Reading and seeing images of things that I grew up with put a smile on my face. From the plena song “Porque la plena viene de Ponce, viene de barrio de San Antón” to the carnival song “¡Toco-toco, toco-toco! ¡Vejigante come coco!”, I couldn’t help singing along with all the plenas and remembering the presence of plena songs in family gatherings, “navidad” parties, cultural “festivales”, carnivals, and even street protests. No wonder it is known as the  “periódico cantado” (sung newspapers), telling everyday stories all year long.

We also meet the famous vejigante, wearing its colorful outfit and a scary mask made from coconut shell (although some are made from papier-mâché). The vejigante is a mischievous folkloric character that resembles a buffoon or the devil, and which became a symbol of Puerto Rican cultural identity. In the story, Sofi plays and dances with the vejigante that she once saw as scary. She ends up wearing his outfit and flies around the Puerto Rican landscape going through El Yunque rainforest, and landing at the church plaza in Old San Juan. Here the author metaphorically portrays how through art, music, and traditions we can “fly” to the island of Puerto Rico, and demonstrates the deep connections that exist between the Puerto Rican diaspora and the island.

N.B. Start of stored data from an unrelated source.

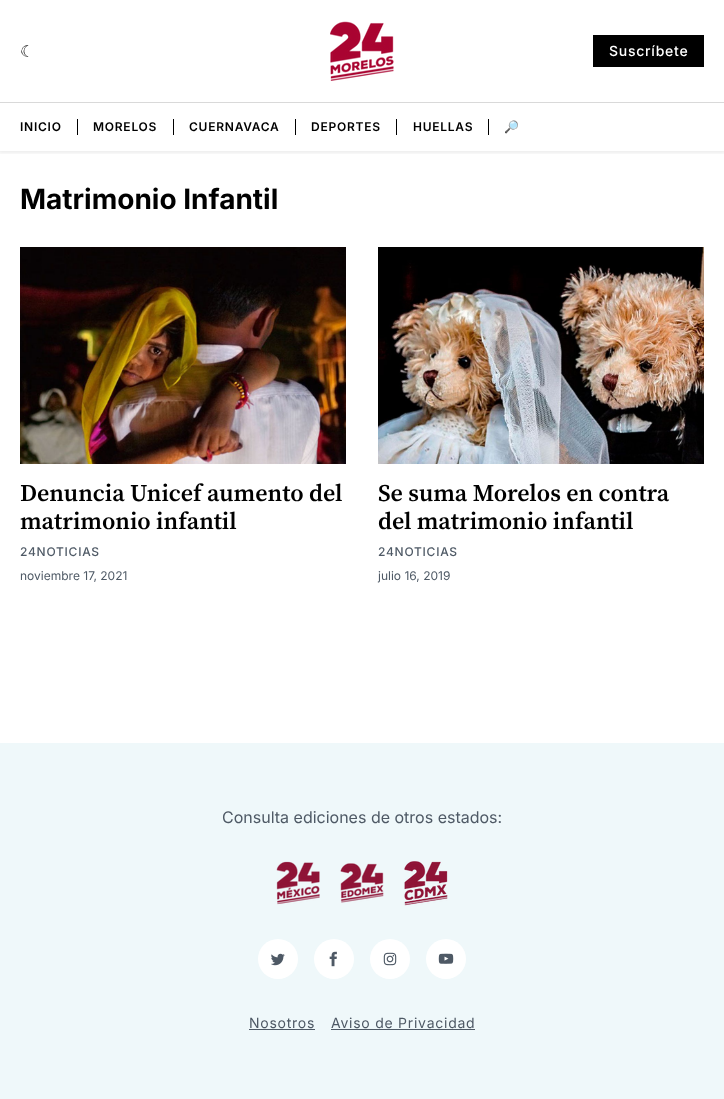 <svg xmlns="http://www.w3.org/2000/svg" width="724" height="1099">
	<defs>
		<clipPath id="clip1"><rect x="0" y="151" width="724" height="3" /></clipPath>
	</defs>
	<rect width="100%" height="100%" fill="#FFFFFF" />
	<g clip-path="url(#clip1)">
		<rect x="-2" y="-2" width="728" height="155" fill="#000000" fill-opacity="0.08" filter="blur(2px)" />
	</g>
	<rect x="0" y="102" width="724" height="1" fill="#D9D9D9" />
	<text x="20" y="57" font-family="DejaVu Sans" font-size="16" letter-spacing="0.75" fill="#000000">☾</text>
	<image x="330" y="21" width="64" height="60" href="assets/img1.png" />
	<rect x="593" y="35" width="111" height="32" fill="#000000" />
	<text x="609" y="56" font-family="Inter" font-size="14" font-weight="500" letter-spacing="0.75" fill="#FFFFFF">Suscríbete</text>
	<text x="20" y="131" font-family="Inter" font-size="12" font-weight="600" letter-spacing="0.75" fill="#000000">INICIO</text>
	<rect x="77" y="119" width="1" height="16" fill="#000000" />
	<text x="93" y="131" font-family="Inter" font-size="12" font-weight="600" letter-spacing="0.75" fill="#000000">MORELOS</text>
	<rect x="173" y="119" width="1" height="16" fill="#000000" />
	<text x="189" y="131" font-family="Inter" font-size="12" font-weight="600" letter-spacing="0.75" fill="#000000">CUERNAVACA</text>
	<rect x="295" y="119" width="1" height="16" fill="#000000" />
	<text x="311" y="131" font-family="Inter" font-size="12" font-weight="600" letter-spacing="0.75" fill="#000000">DEPORTES</text>
	<rect x="396" y="119" width="1" height="16" fill="#000000" />
	<text x="413" y="131" font-family="Inter" font-size="12" font-weight="600" letter-spacing="0.75" fill="#000000">HUELLAS</text>
	<rect x="488" y="119" width="1" height="16" fill="#000000" />
	<text x="504" y="131" font-family="Noto Color Emoji" font-size="12" font-weight="700" letter-spacing="0.75" fill="#000000">🔎</text>
	<text x="20" y="209" font-family="Inter" font-size="28" font-weight="700" fill="#000000">Matrimonio Infantil</text>
	<image x="20" y="247" width="326" height="217" href="assets/img2.png" />
	<g font-family="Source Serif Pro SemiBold" font-size="24" font-weight="600" fill="#000000">
		<text x="20" y="501">Denuncia Unicef aumento del</text>
		<text x="20" y="529">matrimonio infantil</text>
	</g>
	<text x="20" y="556" font-family="Inter" font-size="12" font-weight="500" letter-spacing="0.75" fill="#4E5965">24NOTICIAS</text>
	<text x="20" y="580" font-family="Inter" font-size="12" fill="#4E5965">noviembre 17, 2021</text>
	<image x="378" y="247" width="326" height="217" href="assets/img3.png" />
	<g font-family="Source Serif Pro SemiBold" font-size="24" font-weight="600" fill="#000000">
		<text x="378" y="501">Se suma Morelos en contra</text>
		<text x="378" y="529">del matrimonio infantil</text>
	</g>
	<text x="378" y="556" font-family="Inter" font-size="12" font-weight="500" letter-spacing="0.75" fill="#4E5965">24NOTICIAS</text>
	<text x="378" y="580" font-family="Inter" font-size="12" fill="#4E5965">julio 16, 2019</text>
	<rect x="0" y="743" width="724" height="356" fill="#EFF8FA" />
	<text x="222" y="823" font-family="Inter" font-size="16" fill="#4E5965">Consulta ediciones de otros estados:</text>
	<image x="276" y="861" width="44" height="44" href="assets/img4.png" />
	<image x="340" y="863" width="44" height="40" href="assets/img5.png" />
	<image x="404" y="861" width="44" height="45" href="assets/img6.png" />
	<circle cx="278" cy="959" r="20" fill="#FFFFFF" />
	<image x="271" y="953" width="14" height="13" href="assets/img7.png" />
	<circle cx="334" cy="959" r="20" fill="#FFFFFF" />
	<image x="329" y="951" width="8" height="16" href="assets/img8.png" />
	<circle cx="390" cy="959" r="20" fill="#FFFFFF" />
	<image x="383" y="952" width="14" height="14" href="assets/img9.png" />
	<circle cx="446" cy="959" r="20" fill="#FFFFFF" />
	<image x="438" y="953" width="16" height="11" href="assets/img10.png" />
	<text x="249" y="1028" font-family="Inter" font-size="14" letter-spacing="0.75" fill="#4E5965">Nosotros</text>
	<rect x="249" y="1029" width="66" height="1" fill="#4E5965" />
	<text x="331" y="1028" font-family="Inter" font-size="14" letter-spacing="0.75" fill="#4E5965">Aviso de Privacidad</text>
	<rect x="331" y="1029" width="144" height="1" fill="#4E5965" />
</svg> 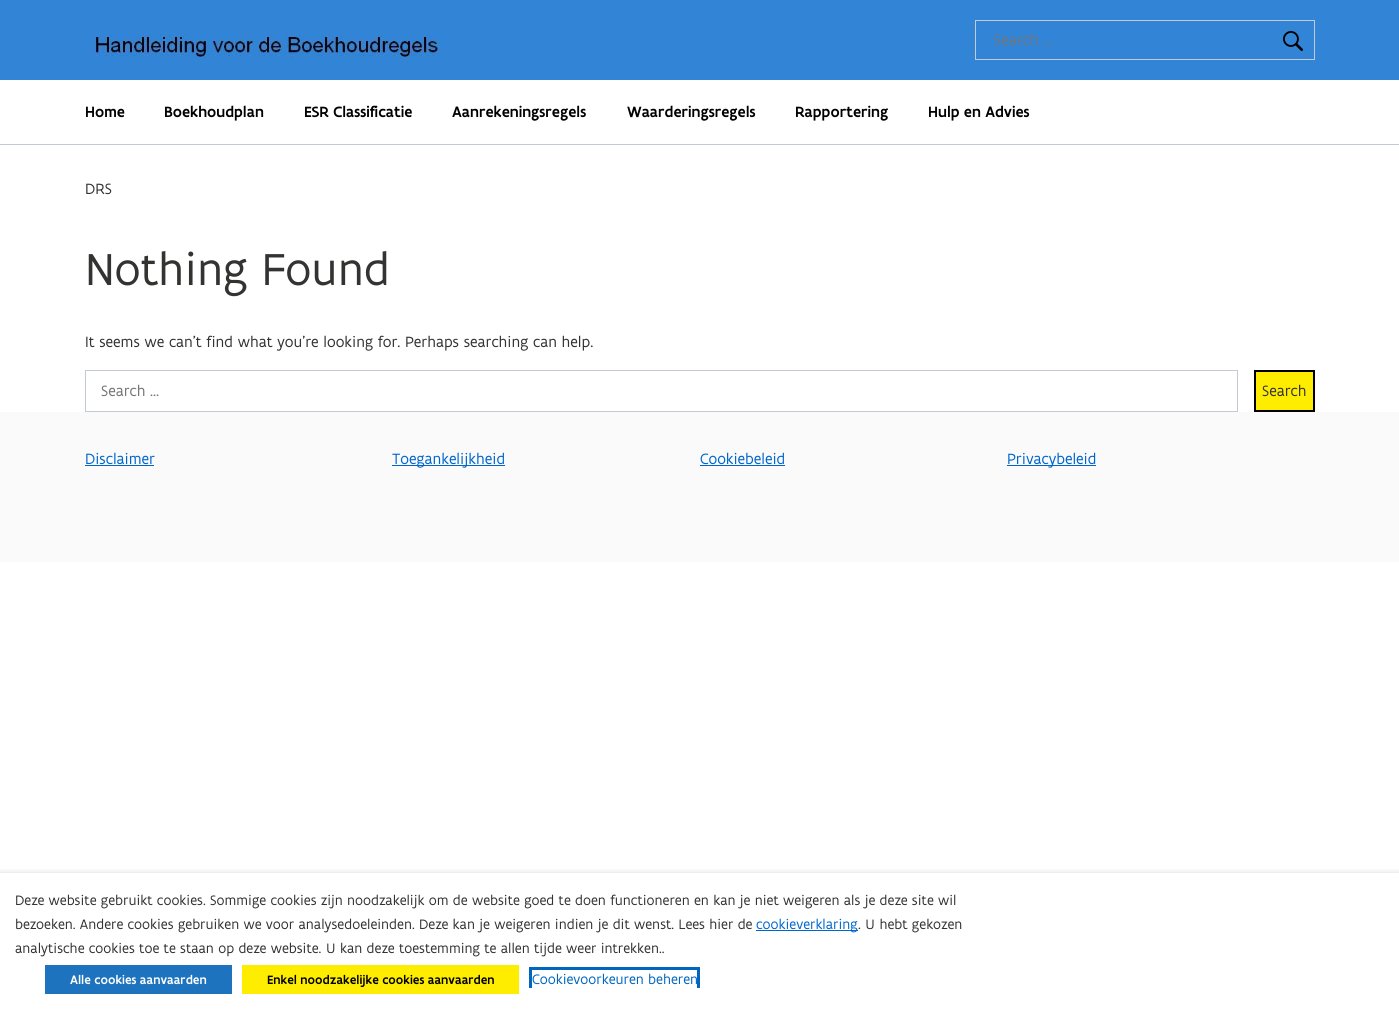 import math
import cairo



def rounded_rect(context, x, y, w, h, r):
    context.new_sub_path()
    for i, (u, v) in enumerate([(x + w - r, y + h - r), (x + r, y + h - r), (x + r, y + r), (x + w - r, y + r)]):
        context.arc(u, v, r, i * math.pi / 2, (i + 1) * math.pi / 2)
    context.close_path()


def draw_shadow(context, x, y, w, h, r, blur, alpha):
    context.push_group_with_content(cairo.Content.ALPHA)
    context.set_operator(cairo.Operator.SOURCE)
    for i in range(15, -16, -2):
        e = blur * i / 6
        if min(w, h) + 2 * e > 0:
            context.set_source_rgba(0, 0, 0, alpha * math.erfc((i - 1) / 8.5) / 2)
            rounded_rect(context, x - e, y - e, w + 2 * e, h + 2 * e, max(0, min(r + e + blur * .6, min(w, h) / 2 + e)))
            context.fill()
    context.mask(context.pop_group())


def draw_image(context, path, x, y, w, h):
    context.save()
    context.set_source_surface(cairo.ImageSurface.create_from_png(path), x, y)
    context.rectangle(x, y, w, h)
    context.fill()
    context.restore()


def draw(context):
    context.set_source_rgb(1, 1, 1)
    context.paint()
    context.set_source_rgb(49 / 255, 132 / 255, 214 / 255)
    context.rectangle(0, 0, 1399, 80)
    context.fill()
    draw_image(context, "images/1.png", 93, 34, 352, 24)
    context.rectangle(975.5, 20.5, 339, 39)
    context.set_source_rgb(195 / 255, 202 / 255, 212 / 255)
    context.set_line_width(1)
    context.stroke()
    draw_image(context, "images/2.png", 1283, 31, 20, 20)
    context.rectangle(0, 144, 1399, 1)
    context.fill()
    context.rectangle(85.5, 370.5, 1152, 41)
    context.stroke()
    context.set_source_rgb(1, 237 / 255, 0)
    context.rectangle(1255, 371, 59, 40)
    context.fill_preserve()
    context.set_source_rgb(0, 0, 0)
    context.set_line_width(2)
    context.stroke()
    context.set_source_rgb(250 / 255, 250 / 255, 251 / 255)
    context.rectangle(0, 412, 1399, 150)
    context.fill()
    context.set_source_rgb(0, 102 / 255, 204 / 255)
    context.rectangle(85, 465, 69, 1)
    context.fill()
    context.rectangle(392, 465, 113, 1)
    context.fill()
    context.rectangle(700, 465, 85, 1)
    context.fill()
    context.rectangle(1007, 465, 89, 1)
    context.fill()
    context.save()
    context.rectangle(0, 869, 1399, 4)
    context.clip()
    context.set_source_rgb(0, 0, 0)
    draw_shadow(context, 0, 878, 1399, 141, 0, 5, 0.5)
    context.restore()
    context.rectangle(756, 930, 102, 1)
    context.fill()
    context.set_source_rgb(30 / 255, 115 / 255, 190 / 255)
    context.rectangle(45, 965, 187, 29)
    context.fill()
    context.set_source_rgb(1, 237 / 255, 0)
    context.rectangle(242, 965, 277, 29)
    context.fill()
    context.set_source_rgb(0, 102 / 255, 191 / 255)
    context.rectangle(529, 967, 171, 3)
    context.fill()
    context.rectangle(697, 967, 3, 21)
    context.fill()
    context.rectangle(529, 967, 3, 21)
    context.fill()
    context.select_font_face("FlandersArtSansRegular")
    context.set_font_size(16)
    context.set_source_rgb(117 / 255, 117 / 255, 117 / 255)
    context.move_to(994, 45)
    context.show_text("Search …")
    context.select_font_face("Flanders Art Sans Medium")
    context.set_source_rgb(0, 0, 0)
    context.move_to(85, 117)
    context.show_text("Home")
    context.move_to(164, 117)
    context.show_text("Boekhoudplan")
    context.move_to(304, 117)
    context.show_text("ESR Classificatie")
    context.move_to(452, 117)
    context.show_text("Aanrekeningsregels")
    context.move_to(627, 117)
    context.show_text("Waarderingsregels")
    context.move_to(795, 117)
    context.show_text("Rapportering")
    context.move_to(928, 117)
    context.show_text("Hulp en Advies")
    context.select_font_face("FlandersArtSansRegular")
    context.set_source_rgb(51 / 255, 51 / 255, 50 / 255)
    context.move_to(85, 194)
    context.show_text("DRS")
    context.set_font_size(48)
    context.move_to(85, 285)
    context.show_text("Nothing Found")
    context.set_font_size(16)
    context.move_to(85, 347)
    context.show_text("It seems we can’t find what you’re looking for. Perhaps searching can help.")
    context.set_source_rgb(117 / 255, 117 / 255, 117 / 255)
    context.move_to(101, 396)
    context.show_text("Search …")
    context.set_source_rgb(51 / 255, 51 / 255, 50 / 255)
    context.move_to(1262, 396)
    context.show_text("Search")
    context.set_source_rgb(0, 102 / 255, 204 / 255)
    context.move_to(85, 464)
    context.show_text("Disclaimer")
    context.move_to(392, 464)
    context.show_text("Toegankelijkheid")
    context.move_to(700, 464)
    context.show_text("Cookiebeleid")
    context.move_to(1007, 464)
    context.show_text("Privacybeleid")
    context.set_font_size(14.67)
    context.set_source_rgb(51 / 255, 51 / 255, 50 / 255)
    context.move_to(15, 905)
    context.show_text("Deze website gebruikt cookies. Sommige cookies zijn noodzakelijk om de website goed te doen functioneren en kan je niet weigeren als je deze site wil")
    context.move_to(15, 929)
    context.show_text("bezoeken. Andere cookies gebruiken we voor analysedoeleinden. Deze kan je weigeren indien je dit wenst. Lees hier de")
    context.set_source_rgb(0, 102 / 255, 204 / 255)
    context.move_to(756, 929)
    context.show_text("cookieverklaring")
    context.set_source_rgb(51 / 255, 51 / 255, 50 / 255)
    context.move_to(858, 929)
    context.show_text(". U hebt gekozen")
    context.move_to(15, 953)
    context.show_text("analytische cookies toe te staan op deze website. U kan deze toestemming te allen tijde weer intrekken..")
    context.select_font_face("Flanders Art Sans Medium")
    context.set_font_size(13)
    context.set_source_rgb(1, 1, 1)
    context.move_to(70, 984)
    context.show_text("Alle cookies aanvaarden")
    context.set_source_rgb(0, 0, 0)
    context.move_to(267, 984)
    context.show_text("Enkel noodzakelijke cookies aanvaarden")
    context.select_font_face("FlandersArtSansRegular")
    context.set_font_size(14.67)
    context.set_source_rgb(0, 102 / 255, 191 / 255)
    context.move_to(532, 984)
    context.show_text("Cookievoorkeuren beheren")


surface = cairo.ImageSurface(cairo.Format.RGB24, 1399, 1014)
context = cairo.Context(surface)
options = cairo.FontOptions()
options.set_hint_metrics(cairo.HintMetrics.OFF)
options.set_hint_style(cairo.HintStyle.NONE)
context.set_font_options(options)
context.set_miter_limit(4)
draw(context)
surface.write_to_png("out.png")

In terms of layout and illustrations, the bilingual text is located on the left side of the book with small illustrations dividing the English and Spanish texts and whole-page illustrations accompanying the text on the right side. The illustrator based her design and images on the original mural and conversations with the students that drew the images for mural. From soft colors for the city and bright and vivid colors for the mural, Dominguez’s paintings transport us from a wintry day in New York City to a sunny day in Puerto Rico.

Using The Pueblo Sings/El Pueblo Cantor mural as an inspiration for this picture book communicates the power of art, music, literature, and images to represent a community and tell its stories of resistance. The 7th- and 8th-grade students that designed the mural embraced the process of community building, public art, and history. It was created with and for the Puerto Rican community that has lived in New York City for decades. The mural’s statement is about the existence of the people and is a representation of their stories. It brings identification to the neighborhood and informs visitors about the living, breathing community located there. It is exciting to see the author centering the narrative on a young Puerto Rican girl who experiences this connection with her culture, traditions, and family, and then back to herself. In so doing, this book gives a powerful testament to how children can experience these connections and embrace them as their own.    

The book includes author and illustrator biographical notes, a glossary, and information about the mural.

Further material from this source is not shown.